▶ ACTION ITEM: List all lines of the data containing the word "DRIVE".
SOURCE RECORDS START
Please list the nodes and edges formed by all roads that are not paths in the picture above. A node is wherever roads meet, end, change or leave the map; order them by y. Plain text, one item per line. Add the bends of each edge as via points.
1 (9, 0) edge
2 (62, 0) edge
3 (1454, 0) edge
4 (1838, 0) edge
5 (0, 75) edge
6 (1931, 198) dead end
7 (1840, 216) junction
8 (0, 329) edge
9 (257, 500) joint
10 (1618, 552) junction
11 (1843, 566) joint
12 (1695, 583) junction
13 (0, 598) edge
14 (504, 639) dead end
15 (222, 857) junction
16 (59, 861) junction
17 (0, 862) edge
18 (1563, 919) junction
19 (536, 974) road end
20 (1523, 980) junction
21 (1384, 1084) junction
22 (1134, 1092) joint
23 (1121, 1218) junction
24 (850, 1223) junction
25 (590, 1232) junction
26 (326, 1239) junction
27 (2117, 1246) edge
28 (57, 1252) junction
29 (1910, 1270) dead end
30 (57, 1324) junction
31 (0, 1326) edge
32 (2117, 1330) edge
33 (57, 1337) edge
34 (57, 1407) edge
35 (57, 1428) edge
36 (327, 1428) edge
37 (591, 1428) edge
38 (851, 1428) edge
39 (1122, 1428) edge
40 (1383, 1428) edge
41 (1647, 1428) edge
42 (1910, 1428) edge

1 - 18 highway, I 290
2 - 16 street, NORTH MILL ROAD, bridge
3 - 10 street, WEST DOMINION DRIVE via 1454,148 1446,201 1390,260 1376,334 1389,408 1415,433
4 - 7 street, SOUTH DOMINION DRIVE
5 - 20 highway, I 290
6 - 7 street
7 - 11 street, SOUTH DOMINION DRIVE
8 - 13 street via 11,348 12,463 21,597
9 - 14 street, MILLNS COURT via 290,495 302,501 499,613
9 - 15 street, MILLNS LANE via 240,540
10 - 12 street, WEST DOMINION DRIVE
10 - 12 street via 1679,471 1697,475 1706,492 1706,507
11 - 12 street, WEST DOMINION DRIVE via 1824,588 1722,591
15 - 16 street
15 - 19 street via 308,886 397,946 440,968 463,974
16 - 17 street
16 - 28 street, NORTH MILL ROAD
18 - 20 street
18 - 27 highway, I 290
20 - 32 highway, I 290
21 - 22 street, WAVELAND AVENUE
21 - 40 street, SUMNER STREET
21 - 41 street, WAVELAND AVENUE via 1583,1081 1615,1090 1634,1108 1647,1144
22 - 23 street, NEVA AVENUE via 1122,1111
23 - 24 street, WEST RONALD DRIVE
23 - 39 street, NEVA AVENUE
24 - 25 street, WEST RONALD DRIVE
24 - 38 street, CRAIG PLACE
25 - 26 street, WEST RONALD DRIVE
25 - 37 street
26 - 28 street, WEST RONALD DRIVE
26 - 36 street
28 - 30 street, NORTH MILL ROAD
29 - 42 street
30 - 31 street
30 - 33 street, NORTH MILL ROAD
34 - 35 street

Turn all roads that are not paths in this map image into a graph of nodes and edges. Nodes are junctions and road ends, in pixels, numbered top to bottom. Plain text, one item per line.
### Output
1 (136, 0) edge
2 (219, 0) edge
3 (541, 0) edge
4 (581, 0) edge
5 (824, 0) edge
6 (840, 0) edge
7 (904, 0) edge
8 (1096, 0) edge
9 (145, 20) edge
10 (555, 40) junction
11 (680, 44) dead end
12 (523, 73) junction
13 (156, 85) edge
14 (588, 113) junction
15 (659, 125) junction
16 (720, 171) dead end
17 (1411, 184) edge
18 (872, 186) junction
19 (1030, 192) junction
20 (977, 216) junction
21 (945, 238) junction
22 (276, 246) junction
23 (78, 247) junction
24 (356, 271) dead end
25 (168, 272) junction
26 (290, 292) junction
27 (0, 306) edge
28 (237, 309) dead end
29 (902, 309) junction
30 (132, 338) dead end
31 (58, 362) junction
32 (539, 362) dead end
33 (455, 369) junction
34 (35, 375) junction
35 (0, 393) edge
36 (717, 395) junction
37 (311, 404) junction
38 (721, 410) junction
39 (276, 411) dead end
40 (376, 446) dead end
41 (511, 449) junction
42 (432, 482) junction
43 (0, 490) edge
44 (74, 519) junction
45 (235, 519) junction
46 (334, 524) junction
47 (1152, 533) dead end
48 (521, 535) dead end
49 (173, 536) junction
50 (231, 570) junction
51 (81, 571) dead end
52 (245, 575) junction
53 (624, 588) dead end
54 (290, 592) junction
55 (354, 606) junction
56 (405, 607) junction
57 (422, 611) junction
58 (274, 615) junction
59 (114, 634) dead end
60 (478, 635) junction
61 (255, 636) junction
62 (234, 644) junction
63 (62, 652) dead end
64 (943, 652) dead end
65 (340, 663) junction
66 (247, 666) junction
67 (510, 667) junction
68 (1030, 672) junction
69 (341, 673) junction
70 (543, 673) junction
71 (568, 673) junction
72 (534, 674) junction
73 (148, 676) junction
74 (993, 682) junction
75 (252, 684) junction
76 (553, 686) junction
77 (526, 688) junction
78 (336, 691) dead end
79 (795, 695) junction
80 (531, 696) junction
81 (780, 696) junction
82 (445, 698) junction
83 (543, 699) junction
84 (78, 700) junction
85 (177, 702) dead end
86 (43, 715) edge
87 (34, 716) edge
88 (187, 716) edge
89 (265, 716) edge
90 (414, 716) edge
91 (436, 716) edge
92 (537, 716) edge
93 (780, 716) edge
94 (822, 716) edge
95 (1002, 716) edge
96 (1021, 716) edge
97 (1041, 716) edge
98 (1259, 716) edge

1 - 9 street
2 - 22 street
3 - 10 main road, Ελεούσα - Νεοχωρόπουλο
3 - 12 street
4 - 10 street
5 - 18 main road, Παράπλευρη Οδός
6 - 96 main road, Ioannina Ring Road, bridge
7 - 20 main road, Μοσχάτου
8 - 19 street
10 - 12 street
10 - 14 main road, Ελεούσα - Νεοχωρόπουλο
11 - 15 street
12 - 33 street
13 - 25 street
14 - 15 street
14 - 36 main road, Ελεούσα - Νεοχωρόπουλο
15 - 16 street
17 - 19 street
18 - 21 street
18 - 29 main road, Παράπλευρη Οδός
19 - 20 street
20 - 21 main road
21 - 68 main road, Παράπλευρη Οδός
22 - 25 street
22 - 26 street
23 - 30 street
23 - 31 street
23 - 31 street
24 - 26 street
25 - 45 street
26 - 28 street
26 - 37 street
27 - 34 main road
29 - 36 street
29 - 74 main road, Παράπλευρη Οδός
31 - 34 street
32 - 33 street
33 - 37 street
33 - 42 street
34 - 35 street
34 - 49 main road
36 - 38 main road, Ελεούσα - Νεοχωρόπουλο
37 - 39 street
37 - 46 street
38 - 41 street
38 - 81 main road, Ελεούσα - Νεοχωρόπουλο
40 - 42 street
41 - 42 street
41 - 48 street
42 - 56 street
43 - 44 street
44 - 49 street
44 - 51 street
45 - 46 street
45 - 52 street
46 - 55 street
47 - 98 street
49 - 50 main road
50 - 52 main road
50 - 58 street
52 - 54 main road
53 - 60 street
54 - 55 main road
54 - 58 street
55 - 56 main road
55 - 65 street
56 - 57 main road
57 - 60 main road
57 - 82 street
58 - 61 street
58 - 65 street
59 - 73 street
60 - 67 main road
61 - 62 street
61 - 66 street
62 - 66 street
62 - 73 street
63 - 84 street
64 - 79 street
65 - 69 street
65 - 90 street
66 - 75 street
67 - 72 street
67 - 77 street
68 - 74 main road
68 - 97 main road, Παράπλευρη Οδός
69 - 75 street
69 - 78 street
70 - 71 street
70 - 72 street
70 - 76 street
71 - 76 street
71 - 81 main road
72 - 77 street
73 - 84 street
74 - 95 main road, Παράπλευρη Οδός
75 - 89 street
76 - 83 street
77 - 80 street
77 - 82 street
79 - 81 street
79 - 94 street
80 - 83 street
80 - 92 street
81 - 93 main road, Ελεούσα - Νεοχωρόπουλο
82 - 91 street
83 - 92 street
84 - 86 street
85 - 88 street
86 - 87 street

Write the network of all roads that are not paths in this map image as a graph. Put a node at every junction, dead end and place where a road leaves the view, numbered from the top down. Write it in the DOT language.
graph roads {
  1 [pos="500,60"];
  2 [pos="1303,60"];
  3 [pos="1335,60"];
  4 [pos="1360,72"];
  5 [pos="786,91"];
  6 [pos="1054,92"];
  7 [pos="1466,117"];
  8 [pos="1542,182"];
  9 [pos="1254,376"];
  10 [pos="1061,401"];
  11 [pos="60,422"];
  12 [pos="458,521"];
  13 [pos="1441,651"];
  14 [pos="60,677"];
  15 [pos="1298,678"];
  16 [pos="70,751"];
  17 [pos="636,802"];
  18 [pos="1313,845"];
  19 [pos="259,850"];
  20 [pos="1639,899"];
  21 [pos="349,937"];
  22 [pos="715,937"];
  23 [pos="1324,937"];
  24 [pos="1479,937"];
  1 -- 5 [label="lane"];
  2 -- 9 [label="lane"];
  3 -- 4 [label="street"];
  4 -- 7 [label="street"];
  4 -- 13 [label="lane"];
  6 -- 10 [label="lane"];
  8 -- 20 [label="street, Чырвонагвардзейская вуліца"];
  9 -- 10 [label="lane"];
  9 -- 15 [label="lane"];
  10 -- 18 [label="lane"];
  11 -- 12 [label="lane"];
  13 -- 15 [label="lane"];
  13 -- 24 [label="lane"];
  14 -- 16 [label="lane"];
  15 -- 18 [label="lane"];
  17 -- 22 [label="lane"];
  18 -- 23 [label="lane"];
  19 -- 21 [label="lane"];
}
SOURCE RECORDS END
▶ SOLUTION TO THE EXERCISE:
3 - 10 street, WEST DOMINION DRIVE via 1454,148 1446,201 1390,260 1376,334 1389,408 1415,433
4 - 7 street, SOUTH DOMINION DRIVE
7 - 11 street, SOUTH DOMINION DRIVE
10 - 12 street, WEST DOMINION DRIVE
11 - 12 street, WEST DOMINION DRIVE via 1824,588 1722,591
23 - 24 street, WEST RONALD DRIVE
24 - 25 street, WEST RONALD DRIVE
25 - 26 street, WEST RONALD DRIVE
26 - 28 street, WEST RONALD DRIVE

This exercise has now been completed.